Slow trains going faster
Anderson Cooper upsets people. I like that. It’s a big part of what he’s supposed to do.
This time it’s the high speed rail folk (and it’s not their first time because Cooper has been here before). Their complaint is that Cooper and some of his CNN colleagues are on a mission to undermine high speed rail development.
Basically Cooper and CNN call a slow train a slow train. Actually in this instance it’s a relatively quick train in Washington State but it’s not “high speed.” Cooper is basically questioning whether shaving ten minutes off a 3 hour 40 minute trip between Seattle and Portland is good value when it was achieved with $800 million in taxpayer dollars. That’s an example of what good reporters do.
But, to be fair, there is a murky area in the middle. It’s not just about ten minutes, and the high speed rail advocates point that out. The train offers a reasonably reliable service, gives travelers a non-driving option that would reduce highway and maybe even air traffic and lets riders text and do other distracting work or play while they roll. If you are going to have a high speed rail network you have to start somewhere.
But, to be equally fair, Cooper, et al., at CNN are dealing with real budget numbers and real travel times and point out that as long as the words “high speed rail” are used to promote federal investment then “high speed,” as in Japanese or European bullet trains approaching 200 mph, should be what is being referred to so that we are all on the same page.
Cooper’s criticism is not so much on the new Seattle-to-Portland rail service – it isn’t a bad service, in fact it’s a service with lot of plusses – but on what he says is something of a sleight-of-hand in Washington where the administration is touting taxpayer investment in “high speed rail,” fully aware that the bulk of the public thinks this means bullet trains not just regular trains going a little faster.
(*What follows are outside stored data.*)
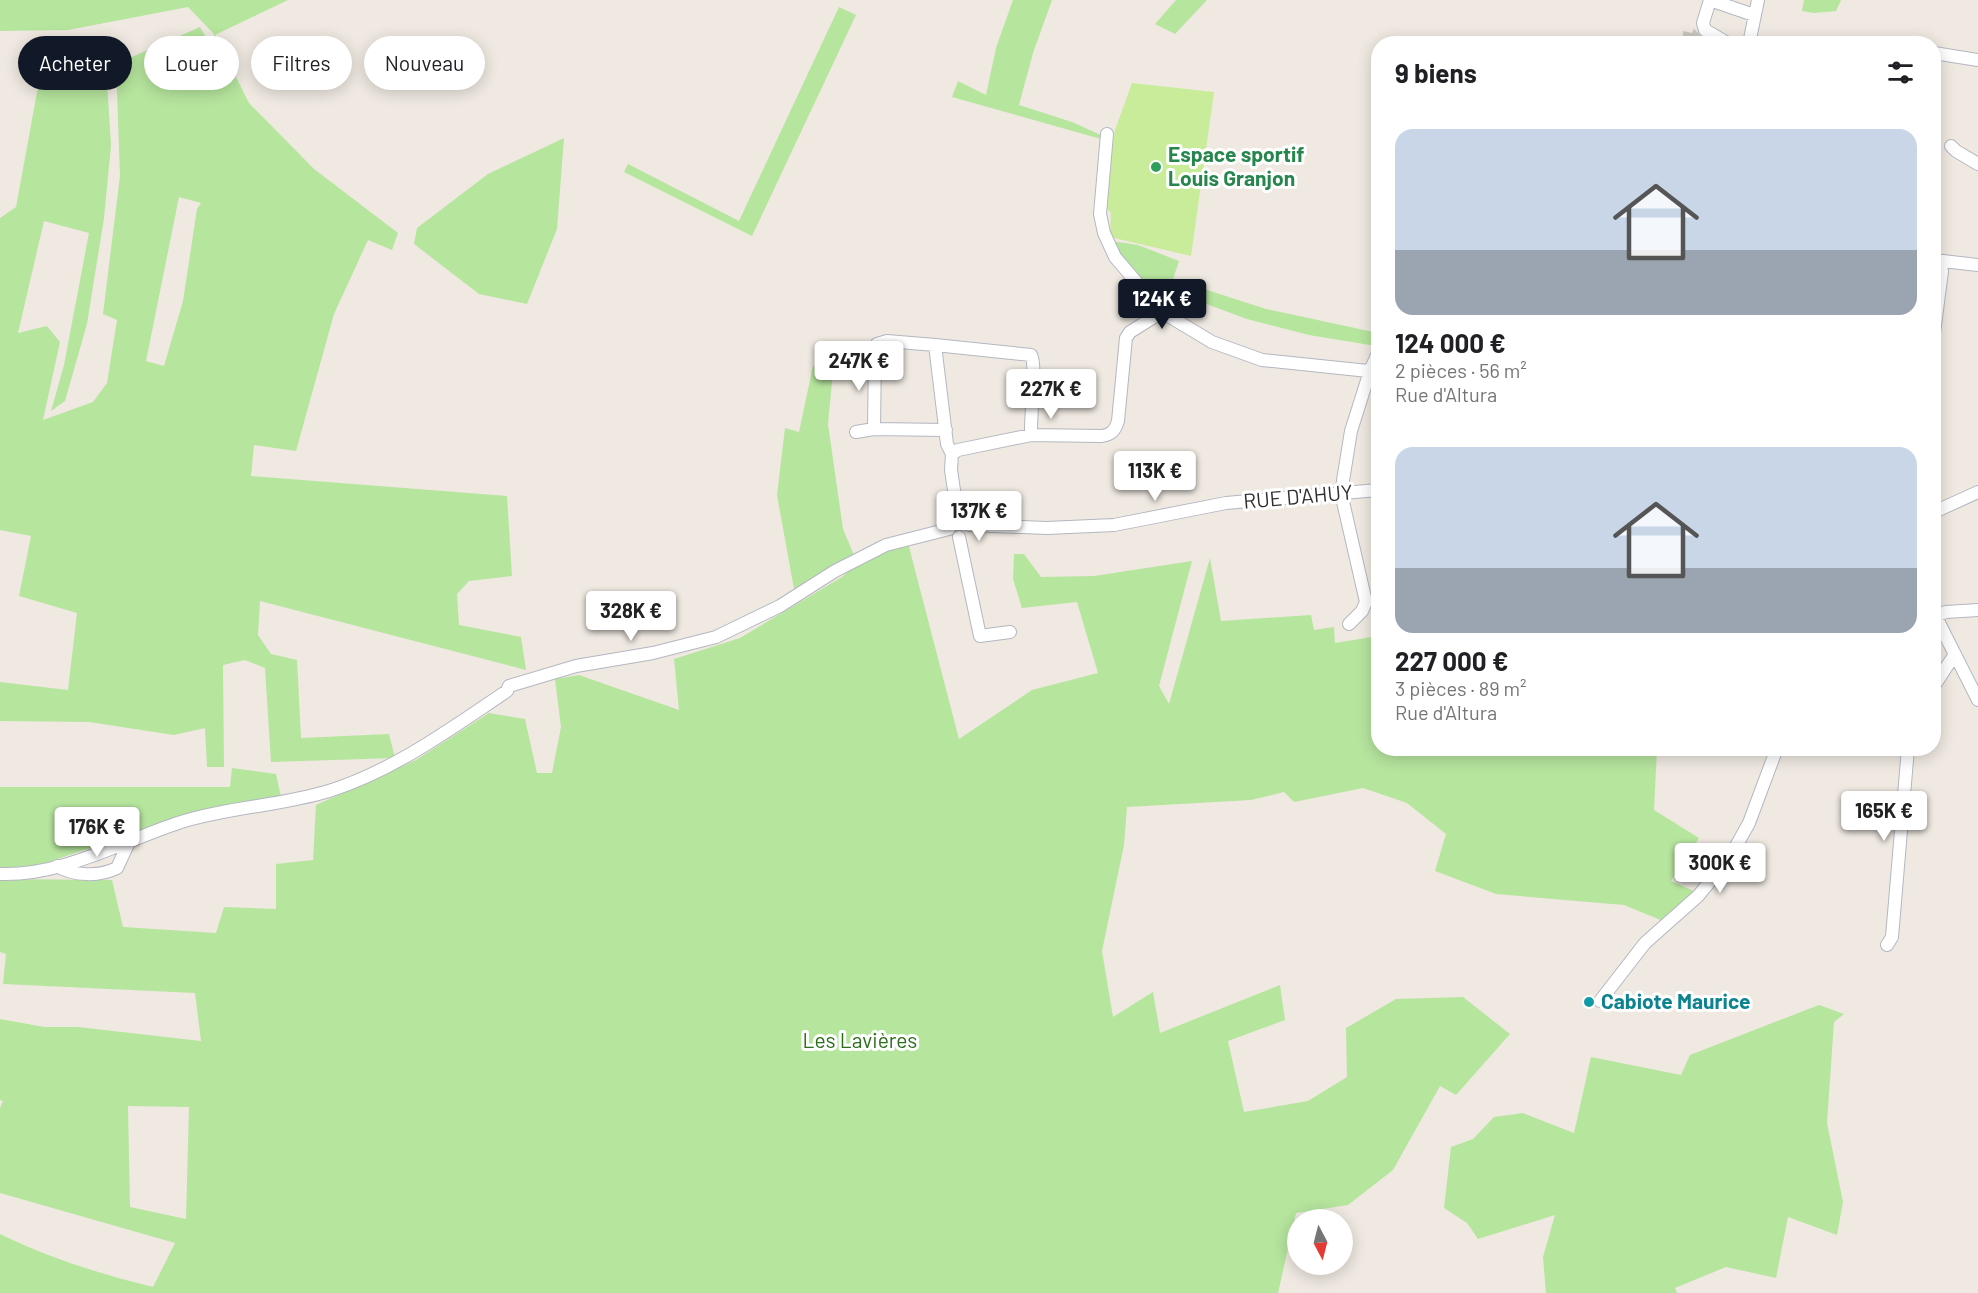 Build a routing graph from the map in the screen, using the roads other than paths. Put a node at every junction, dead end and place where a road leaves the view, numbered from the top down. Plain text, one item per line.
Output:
1 (1710, 0) edge
2 (1758, 0) edge
3 (1754, 15) junction
4 (1715, 36) edge
5 (1752, 36) edge
6 (1941, 54) edge
7 (1978, 60) edge
8 (1107, 134) dead end
9 (1951, 146) dead end
10 (1978, 164) edge
11 (1941, 261) edge
12 (1978, 265) edge
13 (1162, 312) junction
14 (934, 345) junction
15 (1371, 371) edge
16 (1371, 379) edge
17 (874, 429) junction
18 (945, 430) junction
19 (856, 432) dead end
20 (1031, 435) junction
21 (952, 454) junction
22 (1371, 491) edge
23 (1978, 492) edge
24 (1341, 493) junction
25 (1941, 509) edge
26 (958, 517) junction
27 (969, 525) junction
28 (949, 528) junction
29 (959, 537) junction
30 (1978, 610) edge
31 (1941, 613) edge
32 (1349, 624) dead end
33 (1941, 628) edge
34 (1010, 632) dead end
35 (1955, 654) junction
36 (1941, 675) edge
37 (1978, 700) edge
38 (1774, 756) edge
39 (1907, 756) edge
40 (130, 840) junction
41 (57, 866) junction
42 (0, 874) edge
43 (1887, 945) dead end
44 (1600, 1000) dead end

1 - 3 street
1 - 4 street
2 - 3 street
3 - 5 street
6 - 7 street
8 - 13 street
9 - 10 street
11 - 12 street
13 - 15 street
13 - 20 street
14 - 17 street
14 - 18 street
14 - 20 street
16 - 24 street
17 - 18 street
17 - 19 street
18 - 21 street
20 - 21 street
21 - 26 street
22 - 24 street, RUE D'AHUY
23 - 25 street
24 - 27 street, RUE D'AHUY
24 - 32 street
26 - 27 street
26 - 28 street
27 - 29 street
28 - 29 street
28 - 40 street
29 - 34 street
30 - 31 street
33 - 35 street
35 - 36 street
35 - 37 street
38 - 44 street
39 - 43 street
40 - 41 street
40 - 41 street
41 - 42 street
And regular trains going a little faster is in fact what we are getting now and in the immediate future from D.C., according to Cooper.
If you watch the report you will probably assume that in addition to the lobbyists for high speed rail that Cooper has upset, he’s probably not too popular with Ray LaHood right now either. The Secretary for Transportation is very passionate about high speed rail. I’ve talked to him about it, and it’s a real driving force for him.
But, as the report that drew the latest complaint points out, there are times when it is still faster and cheaper to go between Seattle and Portland by Greyhound than aboard the new train.